■ **INSTRUCTIONS TO FOLLOW**: Give only the number of lines in the records that contain the word "document".

(Source data)
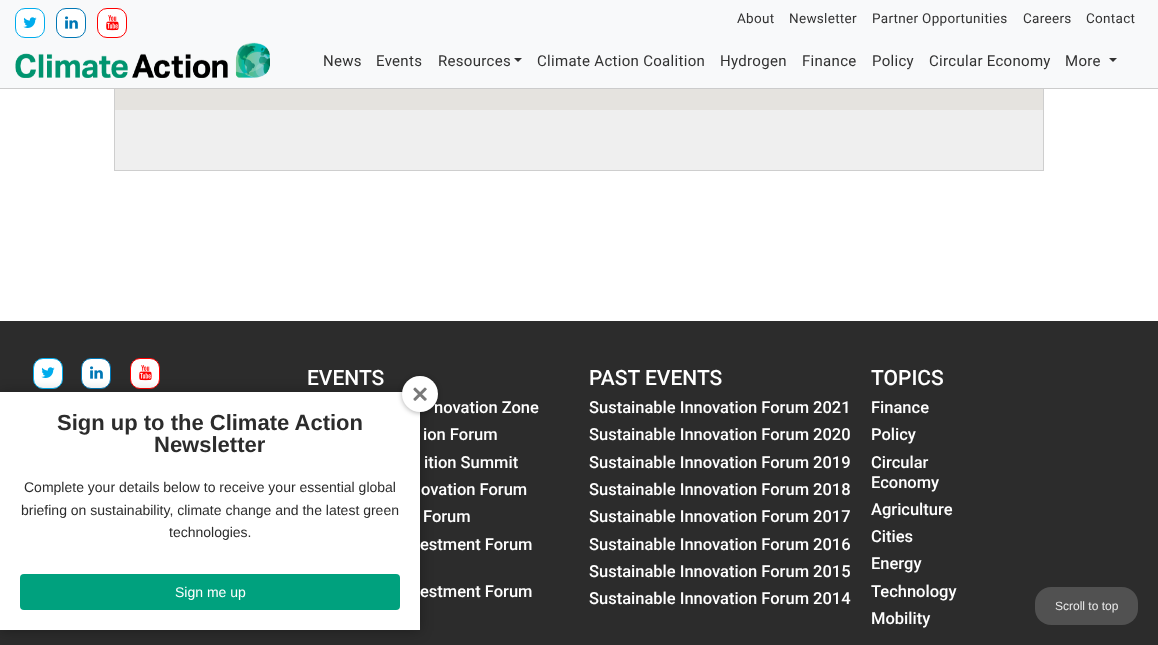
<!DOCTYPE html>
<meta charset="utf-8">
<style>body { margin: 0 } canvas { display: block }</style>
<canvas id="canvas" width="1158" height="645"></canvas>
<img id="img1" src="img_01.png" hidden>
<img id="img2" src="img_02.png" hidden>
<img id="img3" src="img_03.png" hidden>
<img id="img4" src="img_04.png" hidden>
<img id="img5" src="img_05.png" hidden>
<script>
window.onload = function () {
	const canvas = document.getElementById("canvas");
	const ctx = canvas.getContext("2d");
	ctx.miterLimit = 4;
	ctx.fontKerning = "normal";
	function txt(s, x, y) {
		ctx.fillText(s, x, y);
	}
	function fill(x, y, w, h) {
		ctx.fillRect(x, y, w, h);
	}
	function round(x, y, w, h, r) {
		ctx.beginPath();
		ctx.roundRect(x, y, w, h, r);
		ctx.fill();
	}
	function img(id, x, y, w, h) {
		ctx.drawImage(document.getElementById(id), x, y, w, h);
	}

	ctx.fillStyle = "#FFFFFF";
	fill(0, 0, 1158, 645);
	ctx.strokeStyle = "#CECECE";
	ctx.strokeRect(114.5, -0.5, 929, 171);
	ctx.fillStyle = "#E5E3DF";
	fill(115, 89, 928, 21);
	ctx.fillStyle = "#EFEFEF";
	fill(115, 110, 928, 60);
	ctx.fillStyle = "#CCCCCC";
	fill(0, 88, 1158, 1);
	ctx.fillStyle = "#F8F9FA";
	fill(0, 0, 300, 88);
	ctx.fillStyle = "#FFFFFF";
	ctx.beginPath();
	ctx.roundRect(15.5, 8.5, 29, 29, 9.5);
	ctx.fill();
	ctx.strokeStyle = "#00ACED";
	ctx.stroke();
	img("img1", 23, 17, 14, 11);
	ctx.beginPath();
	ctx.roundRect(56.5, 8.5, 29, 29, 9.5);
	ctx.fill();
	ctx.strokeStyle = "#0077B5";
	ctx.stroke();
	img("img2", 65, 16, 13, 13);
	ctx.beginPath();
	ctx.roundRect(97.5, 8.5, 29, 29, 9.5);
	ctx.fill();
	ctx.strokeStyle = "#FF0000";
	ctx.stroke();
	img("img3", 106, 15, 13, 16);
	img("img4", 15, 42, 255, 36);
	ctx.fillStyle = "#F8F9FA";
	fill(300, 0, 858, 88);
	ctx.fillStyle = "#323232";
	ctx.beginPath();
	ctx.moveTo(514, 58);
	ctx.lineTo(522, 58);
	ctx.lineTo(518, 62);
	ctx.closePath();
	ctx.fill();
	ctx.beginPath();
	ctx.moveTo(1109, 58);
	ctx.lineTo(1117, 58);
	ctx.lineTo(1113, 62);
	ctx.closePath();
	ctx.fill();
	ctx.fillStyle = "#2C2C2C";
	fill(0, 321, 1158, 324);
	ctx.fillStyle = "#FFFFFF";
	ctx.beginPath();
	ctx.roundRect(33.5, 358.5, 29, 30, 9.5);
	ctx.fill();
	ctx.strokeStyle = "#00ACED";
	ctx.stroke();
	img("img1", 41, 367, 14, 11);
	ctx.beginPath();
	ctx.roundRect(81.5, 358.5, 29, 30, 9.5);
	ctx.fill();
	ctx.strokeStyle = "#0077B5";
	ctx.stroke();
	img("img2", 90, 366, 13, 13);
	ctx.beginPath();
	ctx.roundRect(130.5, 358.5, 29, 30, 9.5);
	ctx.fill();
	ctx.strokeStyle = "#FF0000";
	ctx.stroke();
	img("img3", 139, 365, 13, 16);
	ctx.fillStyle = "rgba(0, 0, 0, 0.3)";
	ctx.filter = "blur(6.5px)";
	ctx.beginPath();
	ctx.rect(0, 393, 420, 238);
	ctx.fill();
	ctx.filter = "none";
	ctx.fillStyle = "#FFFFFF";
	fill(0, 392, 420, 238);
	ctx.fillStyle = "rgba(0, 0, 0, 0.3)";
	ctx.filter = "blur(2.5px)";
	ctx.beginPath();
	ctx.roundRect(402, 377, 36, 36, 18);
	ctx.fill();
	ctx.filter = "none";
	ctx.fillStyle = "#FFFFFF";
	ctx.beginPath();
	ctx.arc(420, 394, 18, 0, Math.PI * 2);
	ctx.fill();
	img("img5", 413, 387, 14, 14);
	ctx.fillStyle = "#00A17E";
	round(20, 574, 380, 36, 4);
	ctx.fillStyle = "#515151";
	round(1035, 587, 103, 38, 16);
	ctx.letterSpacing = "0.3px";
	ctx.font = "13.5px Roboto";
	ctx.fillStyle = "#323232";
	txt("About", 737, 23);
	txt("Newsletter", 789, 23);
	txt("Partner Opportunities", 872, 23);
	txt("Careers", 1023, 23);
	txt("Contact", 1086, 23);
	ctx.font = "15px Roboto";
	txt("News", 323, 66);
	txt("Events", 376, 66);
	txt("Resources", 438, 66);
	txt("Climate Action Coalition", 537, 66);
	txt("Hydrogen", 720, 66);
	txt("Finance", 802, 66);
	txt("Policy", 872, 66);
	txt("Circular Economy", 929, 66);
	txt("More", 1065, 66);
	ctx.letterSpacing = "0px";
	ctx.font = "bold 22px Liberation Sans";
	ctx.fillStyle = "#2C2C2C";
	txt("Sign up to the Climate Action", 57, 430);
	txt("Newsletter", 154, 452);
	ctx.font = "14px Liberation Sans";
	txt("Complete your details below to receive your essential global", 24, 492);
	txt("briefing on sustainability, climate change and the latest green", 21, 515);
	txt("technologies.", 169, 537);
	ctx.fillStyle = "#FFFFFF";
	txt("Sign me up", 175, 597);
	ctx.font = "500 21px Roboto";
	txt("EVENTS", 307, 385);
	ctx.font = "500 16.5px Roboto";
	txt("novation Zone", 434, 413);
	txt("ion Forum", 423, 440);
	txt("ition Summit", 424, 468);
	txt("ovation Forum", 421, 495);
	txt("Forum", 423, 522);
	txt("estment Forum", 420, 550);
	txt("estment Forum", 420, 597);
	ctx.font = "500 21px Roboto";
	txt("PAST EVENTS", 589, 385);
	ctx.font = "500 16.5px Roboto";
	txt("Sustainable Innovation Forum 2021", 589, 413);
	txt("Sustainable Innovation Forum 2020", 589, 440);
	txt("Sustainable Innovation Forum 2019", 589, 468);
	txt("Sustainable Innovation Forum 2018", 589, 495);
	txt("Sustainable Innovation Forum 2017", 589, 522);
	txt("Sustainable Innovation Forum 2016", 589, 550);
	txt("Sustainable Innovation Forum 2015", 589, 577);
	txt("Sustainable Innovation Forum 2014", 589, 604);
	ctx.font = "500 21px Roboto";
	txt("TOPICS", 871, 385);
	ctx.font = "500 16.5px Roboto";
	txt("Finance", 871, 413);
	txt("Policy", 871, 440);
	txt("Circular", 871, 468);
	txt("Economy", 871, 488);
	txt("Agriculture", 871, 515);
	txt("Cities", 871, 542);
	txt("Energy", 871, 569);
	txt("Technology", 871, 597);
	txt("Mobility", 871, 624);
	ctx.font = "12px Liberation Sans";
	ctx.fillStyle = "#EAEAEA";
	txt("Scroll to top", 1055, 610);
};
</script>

■ **ANSWER BOX**: 2